Dell Revises Fiscal 2011 First Quarter Results

Dell Revises Fiscal 2011 First Quarter Results to Reflect Potential Legal Liability

ROUND ROCK, Texas--(BUSINESS WIRE)--Dell today said as a result of ongoing discussions with the staff of the U.S. Securities and Exchange Commission (SEC), the company recorded a $100 million liability in its first quarter of Fiscal 2011 to establish a reserve for the potential settlement by the company of the previously reported SEC investigation. The settlement would involve a civil injunctive action against the company for alleged violations of certain federal securities laws, including the antifraud provisions of federal securities laws, relating to certain accounting and financial reporting matters. The settlement would also include negligence-based fraud charges, as well as other non-fraud based charges, relating to the company’s disclosures and alleged omissions prior to Fiscal 2008 regarding certain aspects of its commercial relationship with Intel Corp.

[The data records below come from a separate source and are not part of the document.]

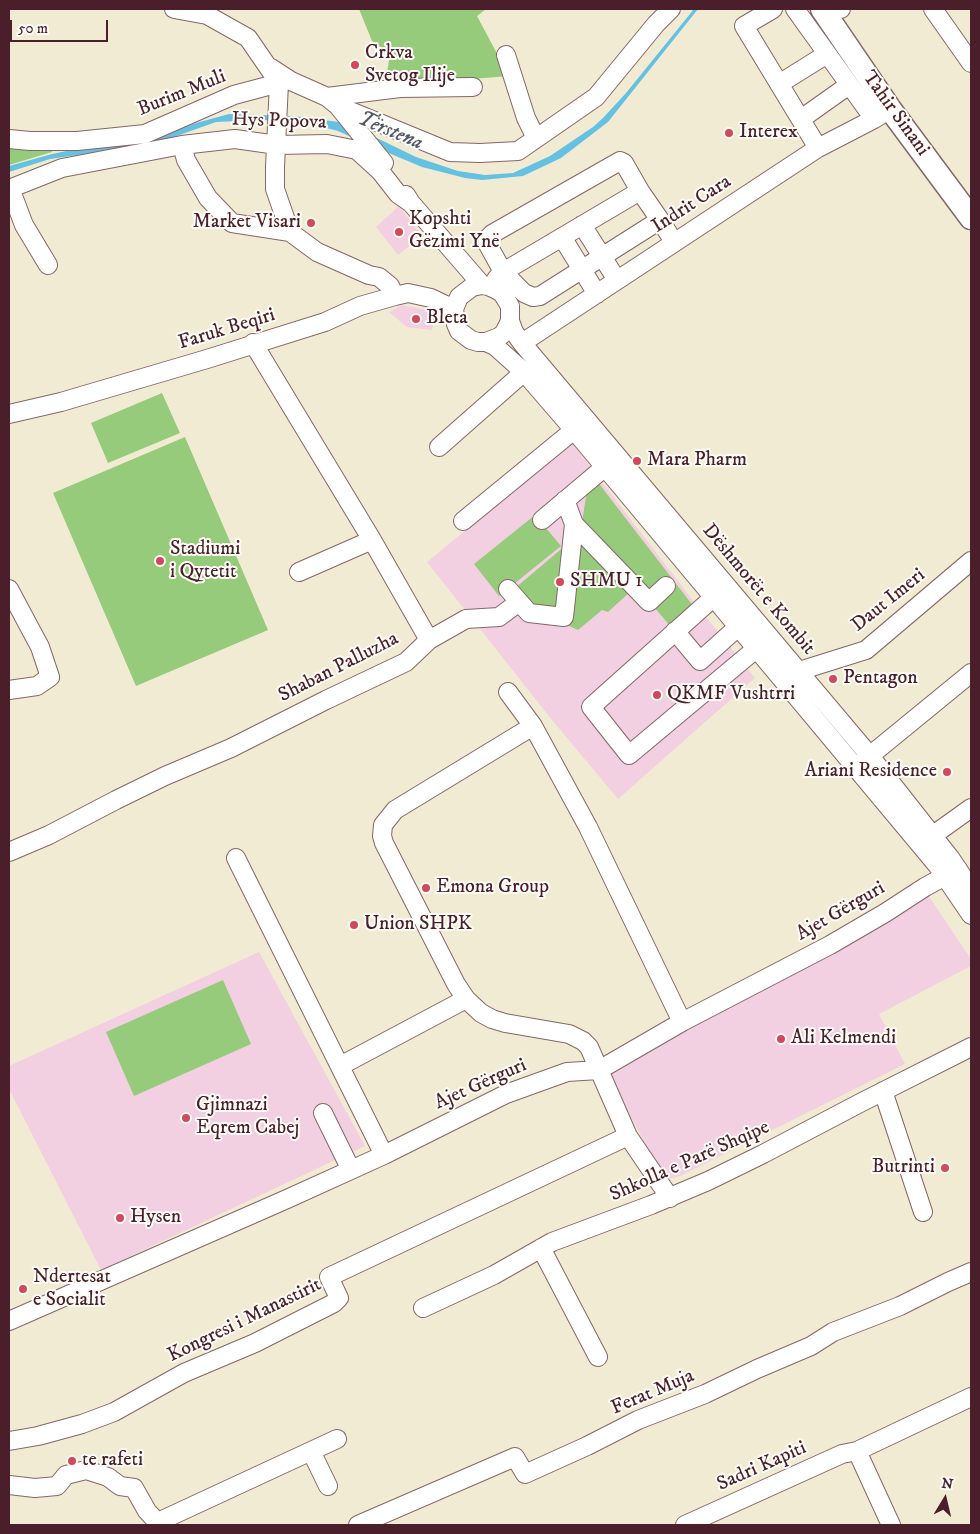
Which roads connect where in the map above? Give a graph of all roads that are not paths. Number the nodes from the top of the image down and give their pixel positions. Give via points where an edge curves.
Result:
1 (174, 9) edge
2 (671, 9) edge
3 (773, 9) edge
4 (795, 9) edge
5 (822, 9) edge
6 (840, 9) edge
7 (932, 9) edge
8 (207, 12) edge
9 (826, 54) junction
10 (506, 55) dead end
11 (971, 63) edge
12 (266, 65) junction
13 (779, 84) junction
14 (849, 84) junction
15 (473, 87) dead end
16 (279, 90) junction
17 (337, 106) junction
18 (882, 114) junction
19 (801, 119) junction
20 (536, 138) junction
21 (9, 139) edge
22 (277, 142) junction
23 (182, 145) junction
24 (818, 148) junction
25 (10, 188) edge
26 (640, 191) junction
27 (971, 196) edge
28 (411, 204) junction
29 (971, 218) edge
30 (660, 220) junction
31 (582, 225) junction
32 (290, 232) junction
33 (562, 237) junction
34 (674, 242) junction
35 (602, 257) junction
36 (48, 265) dead end
37 (582, 270) junction
38 (503, 272) junction
39 (369, 275) junction
40 (617, 280) junction
41 (485, 286) junction
42 (597, 294) junction
43 (395, 296) junction
44 (373, 302) junction
45 (454, 309) junction
46 (510, 321) junction
47 (486, 342) junction
48 (253, 343) junction
49 (522, 343) junction
50 (524, 372) junction
51 (9, 414) edge
52 (574, 430) junction
53 (439, 446) dead end
54 (599, 446) junction
55 (605, 467) junction
56 (566, 500) junction
57 (542, 520) dead end
58 (463, 521) dead end
59 (574, 524) junction
60 (372, 540) junction
61 (694, 560) junction
62 (971, 561) edge
63 (299, 572) dead end
64 (666, 586) dead end
65 (508, 589) dead end
66 (9, 590) edge
67 (714, 597) junction
68 (519, 602) junction
69 (739, 626) junction
70 (675, 631) junction
71 (430, 640) junction
72 (757, 648) junction
73 (799, 671) junction
74 (971, 673) edge
75 (9, 690) edge
76 (508, 692) dead end
77 (533, 726) junction
78 (863, 761) junction
79 (971, 808) edge
80 (926, 840) junction
81 (9, 852) edge
82 (236, 858) dead end
83 (952, 872) junction
84 (971, 889) edge
85 (971, 915) edge
86 (466, 999) junction
87 (682, 1022) junction
88 (971, 1047) edge
89 (340, 1066) junction
90 (599, 1070) junction
91 (883, 1091) junction
92 (323, 1113) dead end
93 (628, 1136) junction
94 (384, 1155) junction
95 (351, 1170) junction
96 (670, 1198) junction
97 (923, 1212) dead end
98 (541, 1248) junction
99 (971, 1272) edge
100 (423, 1308) dead end
101 (9, 1321) edge
102 (598, 1357) dead end
103 (971, 1397) edge
104 (337, 1439) dead end
105 (9, 1441) edge
106 (857, 1450) junction
107 (311, 1451) junction
108 (9, 1485) edge
109 (328, 1486) dead end
110 (159, 1523) edge
111 (358, 1525) edge
112 (685, 1525) edge
113 (891, 1525) edge

1 - 8 street
2 - 20 street via 596,97
3 - 13 street via 744,26
4 - 9 street
5 - 18 main road, Tahir Sinani
6 - 27 main road, Tahir Sinani
7 - 11 street
8 - 12 street via 248,38
9 - 13 street
9 - 14 street
10 - 20 street via 526,118
12 - 16 street
12 - 17 street
13 - 19 street
14 - 18 street
14 - 19 street
15 - 17 street via 400,88
16 - 21 street, Burim Muli via 234,95 145,134 76,141
16 - 22 street
17 - 20 street via 450,152 518,150
17 - 28 street via 390,170
18 - 24 street, Indrit Cara
18 - 29 main road, Tahir Sinani
19 - 24 street
22 - 23 street, Hys Popova via 235,140
22 - 28 street, Hys Popova via 326,144 357,150
22 - 32 street via 276,189
23 - 25 street, Hys Popova via 62,168
23 - 32 street via 186,160 208,198 232,223
24 - 34 street, Indrit Cara
25 - 36 street, Hys Popova via 24,225
26 - 30 street
26 - 31 street
26 - 38 street via 620,161 500,229 488,238 488,243
28 - 41 street
30 - 34 street
30 - 35 street
31 - 33 street
31 - 35 street
32 - 39 street via 317,252
33 - 37 street
33 - 38 street
34 - 40 street, Indrit Cara
35 - 37 street
35 - 40 street
37 - 38 street via 540,296 524,293
37 - 42 street
38 - 41 street
39 - 43 street via 379,277 390,286
39 - 44 street via 377,285
40 - 42 street, Indrit Cara
41 - 45 street via 472,287 463,293
41 - 46 street via 495,289 506,299 510,306
42 - 49 street, Indrit Cara
43 - 44 street, Faruk Beqiri
43 - 45 street, Faruk Beqiri via 408,293 431,298
44 - 48 street, Faruk Beqiri via 326,322
45 - 47 street via 456,324 465,336
46 - 47 street via 504,333
46 - 49 street, Dëshmorët e Kombit
47 - 50 street, Dëshmorët e Kombit
48 - 51 street, Faruk Beqiri via 61,402
48 - 60 street, Shaban Palluzha
49 - 54 street, Dëshmorët e Kombit
50 - 52 street, Dëshmorët e Kombit
50 - 53 street
52 - 54 street, Dëshmorët e Kombit
52 - 58 street
54 - 55 street, Dëshmorët e Kombit
54 - 61 street, Dëshmorët e Kombit
55 - 56 street
55 - 61 street, Dëshmorët e Kombit
56 - 57 street
56 - 59 street
59 - 64 street via 649,602
59 - 68 street via 564,617 529,613
60 - 63 street
60 - 71 street, Shaban Palluzha
61 - 67 street, Dëshmorët e Kombit
61 - 73 street, Dëshmorët e Kombit
62 - 73 street, Daut Imeri via 866,650
65 - 68 street
66 - 75 street via 40,647 50,677 37,686
67 - 69 street, Dëshmorët e Kombit
67 - 70 street
68 - 71 street via 499,617 466,619
69 - 70 street via 700,661
69 - 72 street, Dëshmorët e Kombit
70 - 72 street via 591,706 629,755
71 - 81 street, Shaban Palluzha via 406,662
72 - 78 street, Dëshmorët e Kombit
73 - 78 street, Dëshmorët e Kombit
74 - 78 street
76 - 77 street
77 - 86 street via 395,810 383,826 384,843
77 - 87 street via 588,827
78 - 80 street, Dëshmorët e Kombit
79 - 80 street
80 - 83 street, Dëshmorët e Kombit
82 - 89 street
83 - 84 street, Dëshmorët e Kombit
83 - 85 street, Dëshmorët e Kombit
83 - 87 street, Ajet Gërguri via 830,945
86 - 89 street
86 - 90 street via 481,1014 492,1019 576,1036 589,1046
87 - 90 street, Ajet Gërguri
88 - 91 street, Shkolla e Parë Shqipe
89 - 94 street
90 - 93 street
90 - 94 street, Ajet Gërguri via 567,1072 506,1094
91 - 96 street, Shkolla e Parë Shqipe
91 - 97 street
92 - 95 street
93 - 96 street
93 - 105 street, Kongresi i Manastirit via 329,1277 339,1298 334,1303 255,1343 184,1373 114,1412 82,1424
94 - 95 street, Ajet Gërguri
95 - 101 street, Ajet Gërguri
96 - 98 street, Shkolla e Parë Shqipe
98 - 100 street, Shkolla e Parë Shqipe via 494,1275
98 - 102 street
99 - 111 street, Ferat Muja via 900,1306 834,1332 705,1394 638,1420 525,1474 515,1457
103 - 106 street, Sadri Kapiti
104 - 107 street
106 - 112 street, Sadri Kapiti
106 - 113 street
107 - 109 street
107 - 110 street
108 - 110 street via 57,1486 66,1475 86,1470 108,1477 120,1486 134,1488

In addition, the company reported that Michael Dell, Chairman and CEO, and the SEC staff have recently commenced discussion of a settlement framework relating to Mr. Dell that would resolve allegations relating to the company’s disclosures and alleged omissions prior to Fiscal 2008 regarding certain aspects of the company’s commercial relationship with Intel Corp. Any such settlement by Mr. Dell would involve alleged violations of negligence-based fraud provisions of the federal securities laws, as well as other non-fraud based provisions, and would not include any bar against Mr. Dell’s service as an officer and director of a public company. Any settlement would be made without admitting or denying the SEC’s allegations.

“We are hopeful that these settlement discussions will achieve a comprehensive resolution in the near future. The independent directors of the Board have affirmed that Michael Dell will continue to lead the company as its Chairman and CEO, and he continues to have our complete confidence and support,” said Sam Nunn, presiding director of the Dell Board.

The investigation of the company began in 2005. In response, Dell undertook an independent investigation, completed in 2007, which led to a restatement of certain historical financial reports and implementation of extensive remedial measures.

As a result of the liability recorded, the company’s net income on a GAAP basis for the first quarter of Fiscal 2011 has been reduced by $100 million, or 5 cents per share. Results on a non-GAAP basis did not change.